A century ago, the present revolution began. Women took up three new sports: bicycling, roller skating and tennis. On the tennis court or the open road, there was a physical liberation of sorts. A few years later, when the movies were born, requiring motion, the images were available for all to see: the energy of the human figure, the equality of male and female movie stars, the athletic heroism of actresses like Pearl White and Annette Kellermann. From the new ideal of bodies in motion came an original 20th century figure: the energized woman, ready to express her potential in physical activity.

For the next 60 years, the movies would shape and reflect the evolving form of this new woman. The smart working-girl heroines of '30s comedy — Carole Lombard, Barbara Stanwyck, Rosalind

Russell, Jean Arthur — did not so much display their bodies as move comfortably in them, telegraphing their belief that they were a match for any man. In the '40s and '50s, the bazooka buxomness of Jane Russell, Marilyn Monroe and Jayne Mansfield marked a reaction against equality; here was the milkmaid as sultry pinup. Now the hourglass is shattered. Says George Hurrell, the portrait photographer who for 60 years has celebrated Hollywood's full-figured stars: "In the '30s everything was round. It gave a body shape and shadow. Today, actresses are rid of hips and thighs and even busts."
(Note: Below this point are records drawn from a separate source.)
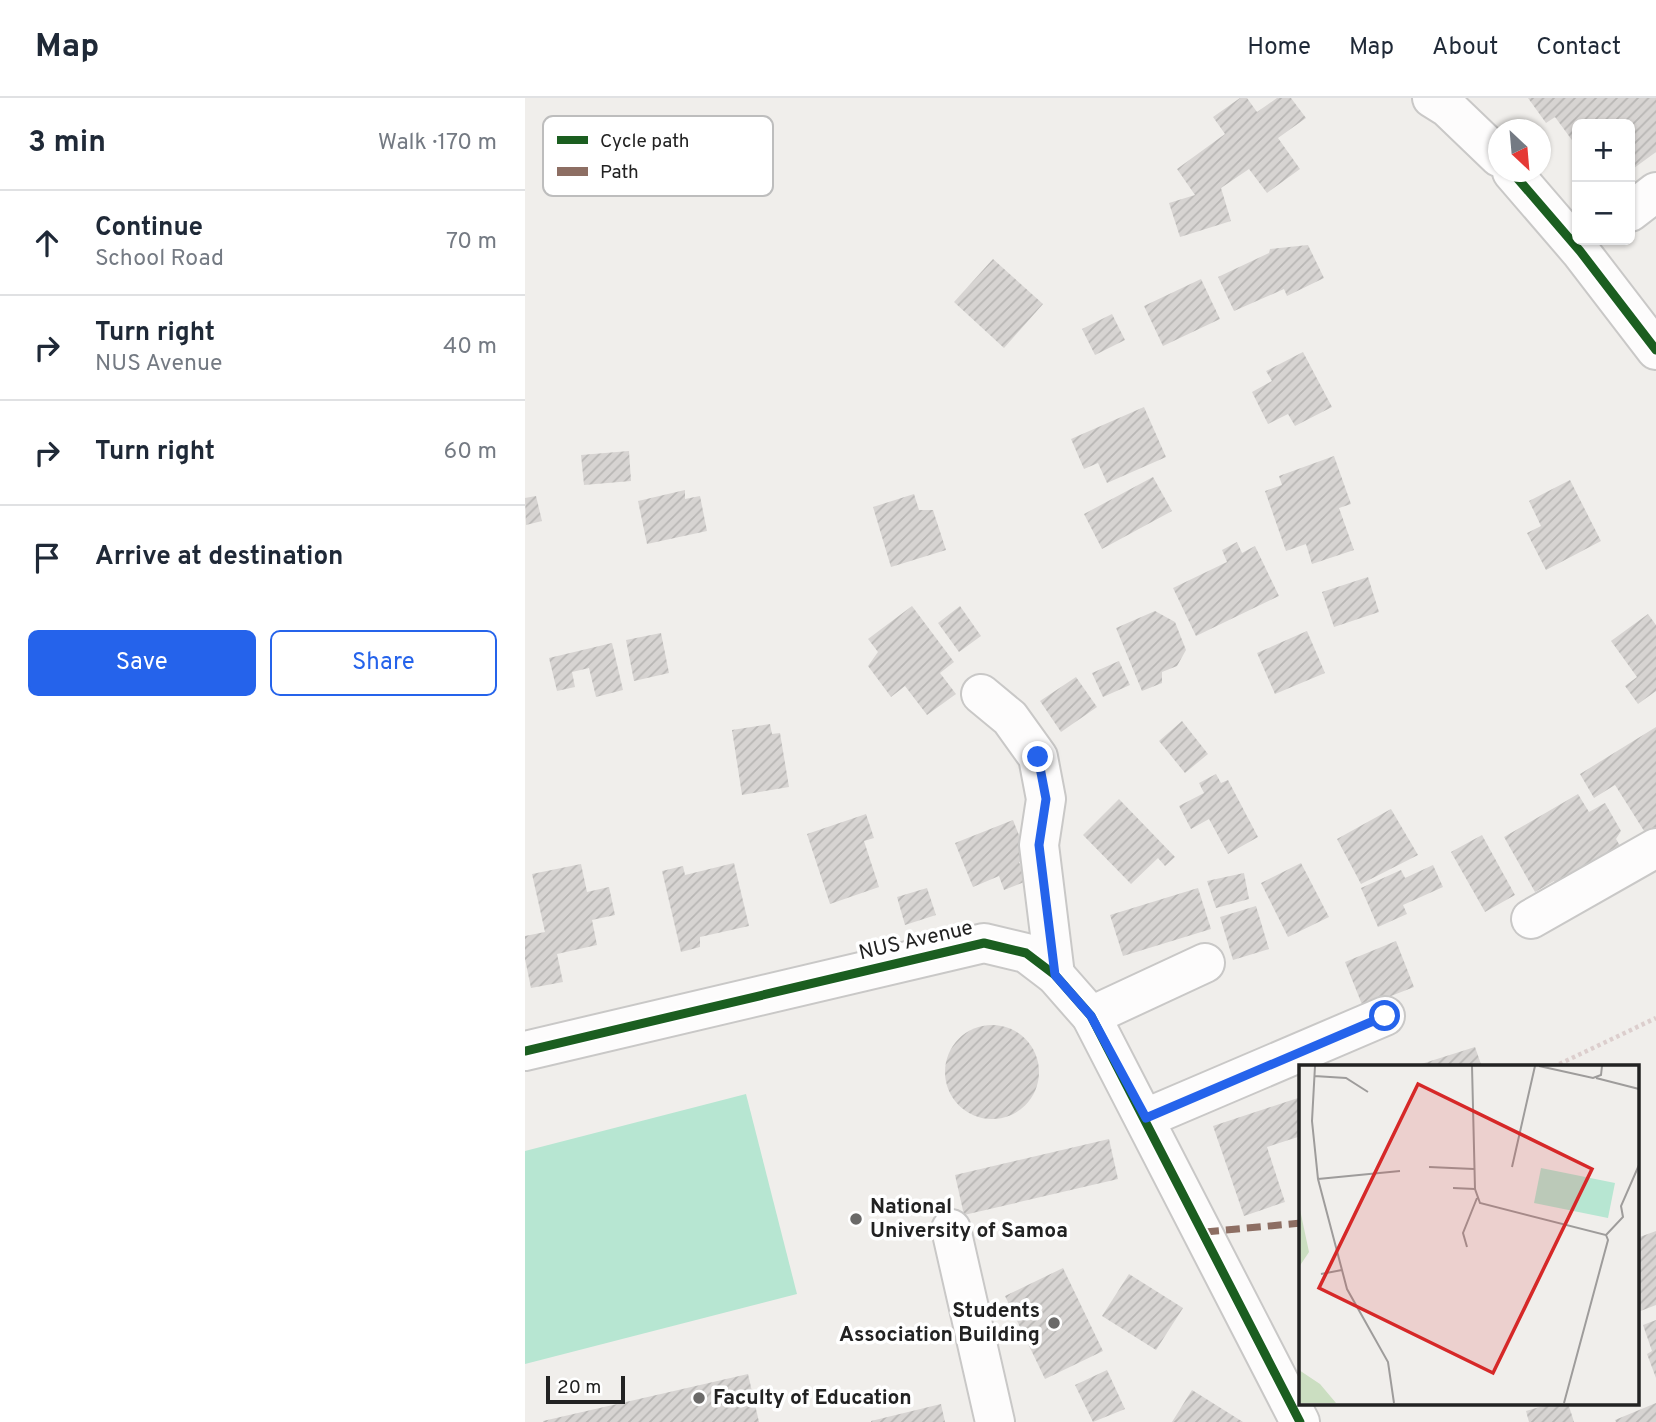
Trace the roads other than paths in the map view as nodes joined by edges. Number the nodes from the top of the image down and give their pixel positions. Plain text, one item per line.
1 (1432, 98) edge
2 (1488, 146) edge
3 (1522, 182) edge
4 (1656, 192) edge
5 (1635, 208) edge
6 (1572, 230) edge
7 (1587, 245) edge
8 (1656, 350) edge
9 (981, 694) dead end
10 (1656, 848) edge
11 (1531, 919) dead end
12 (1205, 963) dead end
13 (1055, 975) junction
14 (1091, 1016) junction
15 (1385, 1016) dead end
16 (525, 1051) edge
17 (1146, 1118) junction
18 (951, 1229) dead end
19 (995, 1422) edge
20 (1300, 1422) edge

1 - 2 street
3 - 6 street
4 - 5 street
7 - 8 street
9 - 13 street
10 - 11 street
12 - 14 street
13 - 14 street, NUS Avenue
13 - 16 street, NUS Avenue
14 - 17 street, NUS Avenue
15 - 17 street
17 - 20 street, NUS Avenue
18 - 19 street

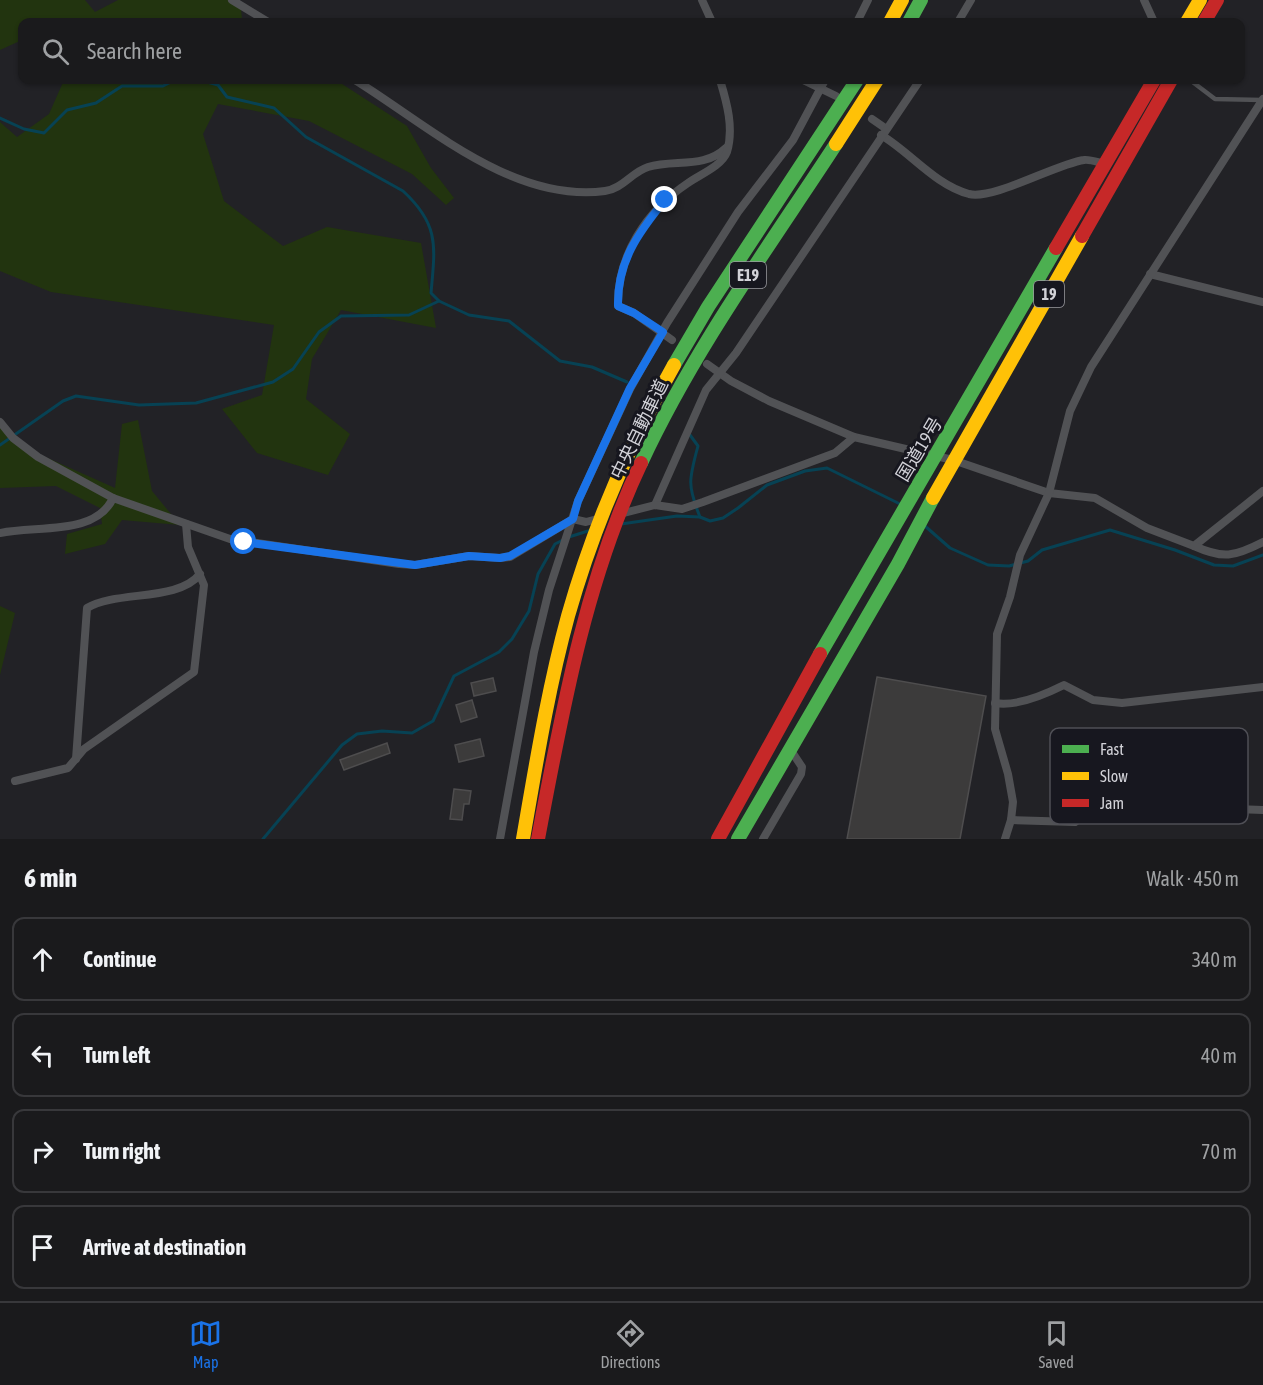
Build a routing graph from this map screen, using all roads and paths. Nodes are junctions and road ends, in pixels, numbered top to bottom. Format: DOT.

In the real world, equally obvious changes were taking hold. The twin demands of feminism and a new imperial economy paroled the American woman from her domestic cage. With the Pill, technology undermined conservative morality. Couples could have only as many children as they wanted, or no children at all. Freedom from the biological imperative has been followed by an economic imperative: earning her way, single or married. More than half of all American women — indeed, more than half the U.S. married mothers — are in the labor force. There a woman must collaborate and compete with men, as other men do, as a peer. She is dressing and shaping her body to fit the new fashion of equality.

With that fashion comes confidence.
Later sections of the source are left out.